Le jeune homme qui s’intitulait ami de Henri de Marsay était un étourdi, arrivé de province et auquel les jeunes gens, alors à la mode, apprenaient l’art d’écorner proprement une succession, mais il avait un dernier gâteau à manger dans sa province, un établissement certain. C’était tout simplement un héritier passé sans transition de ses maigres cent francs par mois, à toute la fortune paternelle, et qui, s’il n’avait pas assez d’esprit pour s’apercevoir que l’on se moquait de lui, savait assez de calcul pour s’arrêter aux deux tiers de son capital. Il venait découvrir à Paris, moyennant quelques billets de mille francs, la valeur exacte des harnais, l’art de ne pas trop respecter ses gants, y entendre de savantes méditations sur les gages à donner aux gens, et chercher quel forfait était le plus avantageux à conclure avec eux; il tenait beaucoup à pouvoir parler en bons termes de ses chevaux, de son chien des Pyrénées, à reconnaître d’après la mise, le marcher, le brodequin, à quelle espèce appartenait une femme; étudier l’écarté, retenir quelques mots à la mode, et conquérir, par son séjour dans le monde parisien, l’autorité nécessaire pour importer plus tard en province le goût du thé, l’argenterie à forme anglaise, et se donner le droit de tout mépriser autour de lui pendant le reste de ses jours.
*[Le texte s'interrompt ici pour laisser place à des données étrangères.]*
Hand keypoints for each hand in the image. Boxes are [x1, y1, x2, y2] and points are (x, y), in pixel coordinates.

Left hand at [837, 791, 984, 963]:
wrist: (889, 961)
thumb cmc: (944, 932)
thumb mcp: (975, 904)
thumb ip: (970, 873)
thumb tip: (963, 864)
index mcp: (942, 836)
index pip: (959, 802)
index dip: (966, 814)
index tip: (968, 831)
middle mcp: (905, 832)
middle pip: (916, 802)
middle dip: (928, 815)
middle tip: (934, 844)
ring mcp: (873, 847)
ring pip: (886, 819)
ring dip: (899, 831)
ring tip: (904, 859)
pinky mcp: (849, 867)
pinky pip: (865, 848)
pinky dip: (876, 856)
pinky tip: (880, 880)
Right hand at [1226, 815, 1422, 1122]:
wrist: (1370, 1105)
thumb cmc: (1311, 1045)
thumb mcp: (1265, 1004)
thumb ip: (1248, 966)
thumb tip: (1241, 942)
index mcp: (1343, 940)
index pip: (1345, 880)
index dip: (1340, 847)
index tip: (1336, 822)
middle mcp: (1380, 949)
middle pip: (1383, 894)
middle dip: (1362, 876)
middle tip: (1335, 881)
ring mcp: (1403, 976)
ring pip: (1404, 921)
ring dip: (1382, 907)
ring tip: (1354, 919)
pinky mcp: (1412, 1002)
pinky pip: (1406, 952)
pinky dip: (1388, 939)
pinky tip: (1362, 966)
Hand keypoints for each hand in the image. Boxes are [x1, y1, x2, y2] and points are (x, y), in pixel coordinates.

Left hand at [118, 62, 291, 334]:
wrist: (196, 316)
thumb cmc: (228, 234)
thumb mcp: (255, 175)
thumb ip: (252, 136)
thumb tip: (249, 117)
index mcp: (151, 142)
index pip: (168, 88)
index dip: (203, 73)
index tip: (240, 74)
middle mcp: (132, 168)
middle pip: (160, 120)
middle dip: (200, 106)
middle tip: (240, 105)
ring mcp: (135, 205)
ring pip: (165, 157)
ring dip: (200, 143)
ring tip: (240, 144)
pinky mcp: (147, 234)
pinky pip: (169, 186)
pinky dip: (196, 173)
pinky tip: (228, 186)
De Marsay l’avait pris en amitié pour s’en servir dans le monde, comme un hardi spéculateur se sert d’un commis de confiance. L’amitié fausse ou vraie de de Marsay était une position sociale pour Paul de Manerville qui, de son côté, se croyait fort en exploitant à sa manière son ami intime. Il vivait dans le reflet de son ami, se mettait constamment sous son parapluie, en chaussait les bottes, se dorait de ses rayons. En se posant près de Henri, ou même en marchant à ses côtés, il avait l’air de dire:—Ne nous insultez pas, nous sommes de vrais tigres. Souvent il se permettait de dire avec fatuité:—Si je demandais telle ou telle chose à Henri, il est assez mon ami pour le faire.... Mais il avait soin de ne lui jamais rien demander. Il le craignait, et sa crainte, quoique imperceptible, réagissait sur les autres, et servait de Marsay.—C’est un fier homme que de Marsay, disait Paul. Ha, ha, vous verrez, il sera ce qu’il voudra être. Je ne m’étonnerais pas de le trouver un jour ministre des affaires étrangères. Rien ne lui résiste. Puis il faisait de de Marsay ce que le caporal Trim faisait de son bonnet, un enjeu perpétuel. Demandez à de Marsay, et vous verrez!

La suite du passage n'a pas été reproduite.